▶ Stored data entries

^^^^^^^^^^^^^^^^

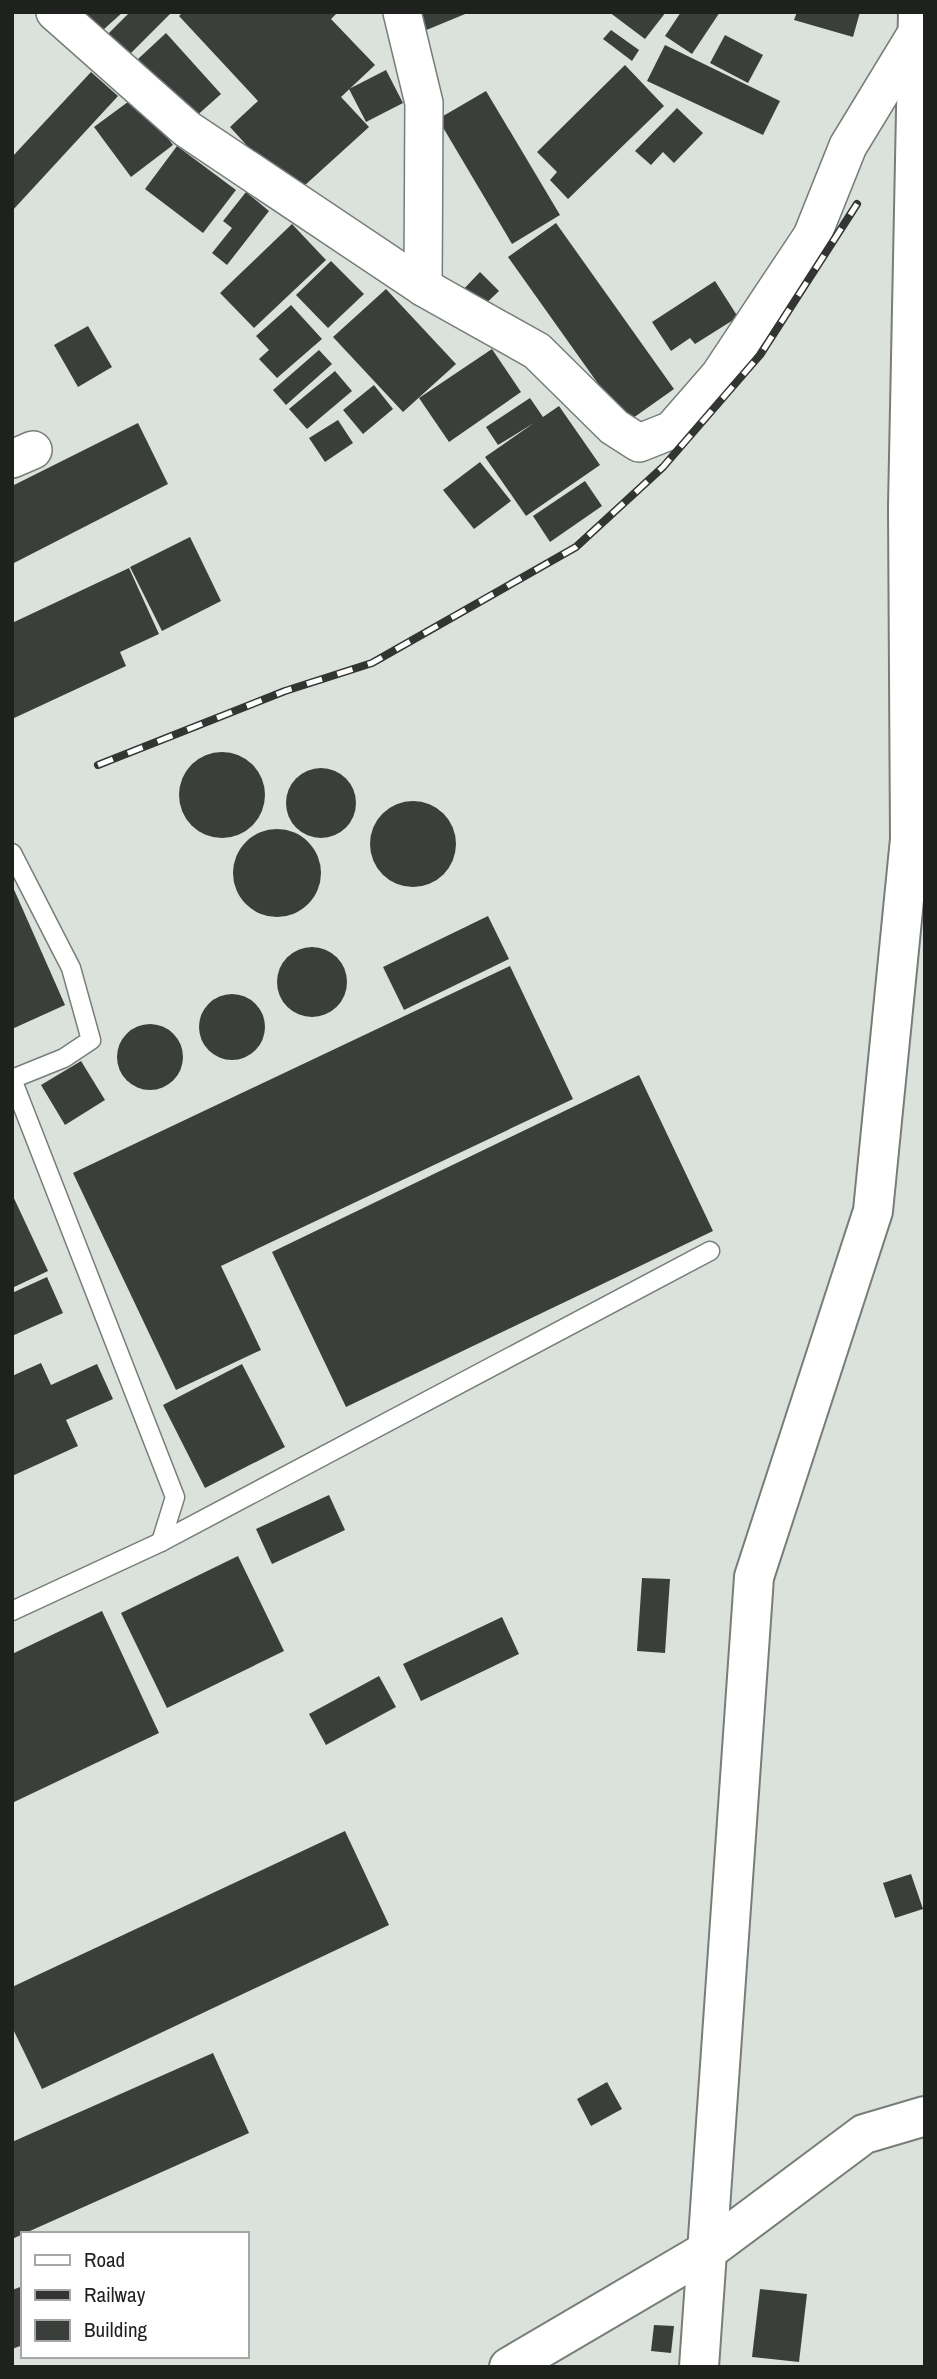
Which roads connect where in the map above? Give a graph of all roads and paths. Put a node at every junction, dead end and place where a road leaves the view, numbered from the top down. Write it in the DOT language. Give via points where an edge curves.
graph roads {
  1 [pos="55,12"];
  2 [pos="402,12"];
  3 [pos="918,22"];
  4 [pos="423,287"];
  5 [pos="12,853"];
  6 [pos="710,1251"];
  7 [pos="161,1542"];
  8 [pos="12,1611"];
  9 [pos="925,2116"];
  10 [pos="709,2249"];
  11 [pos="509,2367"];
  12 [pos="699,2367"];
  1 -- 4 [label="street" via="187,129"];
  2 -- 4 [label="street" via="424,103"];
  3 -- 4 [label="street" via="848,146 812,236 719,376 671,430 639,443 614,427 537,351"];
  3 -- 10 [label="street" via="908,506 910,839 873,1211 754,1577"];
  5 -- 7 [label="lane" via="71,968 91,1040 64,1058 12,1079 175,1497"];
  6 -- 7 [label="lane"];
  7 -- 8 [label="lane"];
  9 -- 10 [label="street" via="864,2134"];
  10 -- 11 [label="street"];
  10 -- 12 [label="street"];
}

^^^^^^^^^^^^^^^^

Repeat each line above exactly. The pictures stay out.

▶ Solution to the exercise
Which roads connect where in the map above? Give a graph of all roads and paths. Put a node at every junction, dead end and place where a road leaves the view, numbered from the top down. Write it in the DOT language. Give via points where an edge curves.
graph roads {
  1 [pos="55,12"];
  2 [pos="402,12"];
  3 [pos="918,22"];
  4 [pos="423,287"];
  5 [pos="12,853"];
  6 [pos="710,1251"];
  7 [pos="161,1542"];
  8 [pos="12,1611"];
  9 [pos="925,2116"];
  10 [pos="709,2249"];
  11 [pos="509,2367"];
  12 [pos="699,2367"];
  1 -- 4 [label="street" via="187,129"];
  2 -- 4 [label="street" via="424,103"];
  3 -- 4 [label="street" via="848,146 812,236 719,376 671,430 639,443 614,427 537,351"];
  3 -- 10 [label="street" via="908,506 910,839 873,1211 754,1577"];
  5 -- 7 [label="lane" via="71,968 91,1040 64,1058 12,1079 175,1497"];
  6 -- 7 [label="lane"];
  7 -- 8 [label="lane"];
  9 -- 10 [label="street" via="864,2134"];
  10 -- 11 [label="street"];
  10 -- 12 [label="street"];
}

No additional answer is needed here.